Mas qual é exatamente a capacidade no caso latino-americano? E como exatamente a respiração extracorpórea funciona?
Sangue oxigenado
A ECMO usa uma máquina equipada com uma bomba centrífuga, que se encarrega de movimentar o sangue, e um oxigenador que usa uma membrana de polimetilpenteno "para separar o sangue do gás, neste caso do oxigênio", explica Riera.
"E o que ele faz é adicionar oxigênio e tirar o CO2, remover dióxido de carbono", resume o especialista do hospital Vall d'Hebron.
Para isso, o dispositivo é conectado ao indivíduo através de dois acessos: um usado para extrair o sangue e outro, para introduzi-lo novamente no sistema circulatório após a passagem pelo oxigenador.
E, dependendo de onde estiver conectado esse segundo acesso, pode ser fornecida assistência respiratória - se conectada a uma veia - ou mesmo assistência cardiorrespiratória se inserida em uma artéria.
O procedimento, que começou com o uso principalmente em bebês e recém-nascidos, é de fato um dos favoritos de cirurgiões cardíacos.
"Na pandemia de covid-19 nós a usamos quando o pulmão não funciona", explica Riera. "É um contexto muito particular, muito claro, que é a pneumonia por covid: o paciente não oxigena e nós aplicamos a máquina nele."
Mas o intensivista esclarece que é um tratamento que tem de ser usado com parcimônia.
"É um tratamento complexo, invasivo e associado a complicações que podem ser importantes", diz ele à BBC News Mundo.
"Mas veja, estamos recebendo muitos pacientes na UTI com faixa etária entre 40 e 60 anos, e pacientes nessa faixa etária podem se beneficiar muito com a aplicação dessa terapia", destaca.
Acesso limitado
Riera, no entanto, também reconhece que, devido à complexidade da ECMO, as capacidades para aplicá-la adequadamente estão limitadas a alguns centros de excelência, inclusive na Espanha.
"Se a pergunta é quantas máquinas existem, a resposta é muitas, embora agora nesta situação de pandemia poucas sejam produzidas", diz ele.

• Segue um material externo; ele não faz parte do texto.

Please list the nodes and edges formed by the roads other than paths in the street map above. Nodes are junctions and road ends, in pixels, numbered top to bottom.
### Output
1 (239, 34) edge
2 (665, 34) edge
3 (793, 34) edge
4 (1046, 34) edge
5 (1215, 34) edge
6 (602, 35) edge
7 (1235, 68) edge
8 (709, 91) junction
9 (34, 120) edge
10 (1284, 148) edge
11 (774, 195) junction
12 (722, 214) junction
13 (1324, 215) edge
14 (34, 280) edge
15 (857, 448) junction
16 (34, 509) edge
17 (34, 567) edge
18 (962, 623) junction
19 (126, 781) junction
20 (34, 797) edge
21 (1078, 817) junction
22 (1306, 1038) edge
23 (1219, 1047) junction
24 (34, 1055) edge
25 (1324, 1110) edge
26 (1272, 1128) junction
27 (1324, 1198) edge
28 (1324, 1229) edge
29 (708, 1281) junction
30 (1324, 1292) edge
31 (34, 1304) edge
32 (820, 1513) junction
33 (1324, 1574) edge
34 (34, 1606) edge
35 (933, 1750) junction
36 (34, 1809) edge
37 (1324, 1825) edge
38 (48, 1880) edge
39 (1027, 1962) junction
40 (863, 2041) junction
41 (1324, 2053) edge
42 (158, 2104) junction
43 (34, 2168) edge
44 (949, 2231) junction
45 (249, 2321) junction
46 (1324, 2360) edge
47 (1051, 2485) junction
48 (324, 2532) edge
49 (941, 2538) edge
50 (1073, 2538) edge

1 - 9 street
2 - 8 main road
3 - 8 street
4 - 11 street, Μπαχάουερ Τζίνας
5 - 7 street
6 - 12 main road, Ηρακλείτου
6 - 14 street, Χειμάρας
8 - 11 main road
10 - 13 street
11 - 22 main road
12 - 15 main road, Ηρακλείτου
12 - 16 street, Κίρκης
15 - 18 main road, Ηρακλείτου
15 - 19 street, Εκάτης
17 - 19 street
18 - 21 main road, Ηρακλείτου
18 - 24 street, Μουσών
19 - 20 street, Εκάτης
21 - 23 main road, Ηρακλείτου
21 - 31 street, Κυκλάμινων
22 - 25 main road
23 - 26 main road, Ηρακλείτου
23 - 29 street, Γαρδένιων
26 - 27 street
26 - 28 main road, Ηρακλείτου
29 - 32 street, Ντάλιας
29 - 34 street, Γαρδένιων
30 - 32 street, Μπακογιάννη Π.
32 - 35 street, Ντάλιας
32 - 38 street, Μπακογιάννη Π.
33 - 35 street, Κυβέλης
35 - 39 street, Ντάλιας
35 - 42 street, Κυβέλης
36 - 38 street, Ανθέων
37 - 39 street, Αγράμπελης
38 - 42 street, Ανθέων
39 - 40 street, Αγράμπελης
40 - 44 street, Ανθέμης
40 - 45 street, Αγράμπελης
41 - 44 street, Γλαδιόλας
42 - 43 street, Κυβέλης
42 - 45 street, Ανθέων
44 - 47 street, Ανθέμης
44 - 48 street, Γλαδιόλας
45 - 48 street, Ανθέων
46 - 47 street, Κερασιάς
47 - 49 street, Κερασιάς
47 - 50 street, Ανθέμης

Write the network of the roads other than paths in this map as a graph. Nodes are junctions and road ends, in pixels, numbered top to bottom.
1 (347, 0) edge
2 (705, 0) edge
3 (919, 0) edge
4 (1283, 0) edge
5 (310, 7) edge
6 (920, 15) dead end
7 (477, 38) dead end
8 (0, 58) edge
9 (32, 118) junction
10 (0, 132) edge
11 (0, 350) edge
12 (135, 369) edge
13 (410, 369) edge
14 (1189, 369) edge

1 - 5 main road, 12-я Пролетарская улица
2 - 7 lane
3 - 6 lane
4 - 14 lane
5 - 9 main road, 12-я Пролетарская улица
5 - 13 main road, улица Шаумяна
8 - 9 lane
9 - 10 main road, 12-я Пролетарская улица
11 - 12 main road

"Mas se a pergunta é quantos centros têm capacidade de dar suporte, de treinar equipes conforme a proporção de enfermeiros e pacientes, etc., eles podem ser contados nos dedos das mãos", compara.
E Salazar insiste no mesmo ponto, enfatizando que a disponibilidade na América Latina ainda é muito menor.
"Fizemos um censo da disponibilidade de atendimento ao paciente na ECMO, considerando não apenas as máquinas, mas a existência de pessoal adequadamente treinado", explica o presidente da ELSO-Latam.
"E um valor aproximado — porque não foi possível obter uma resposta de todos os centros — é que, na América Latina, neste momento, de 160 a 170 pacientes podem ser tratados com segurança com o ECMO", disse ele à BBC Mundo.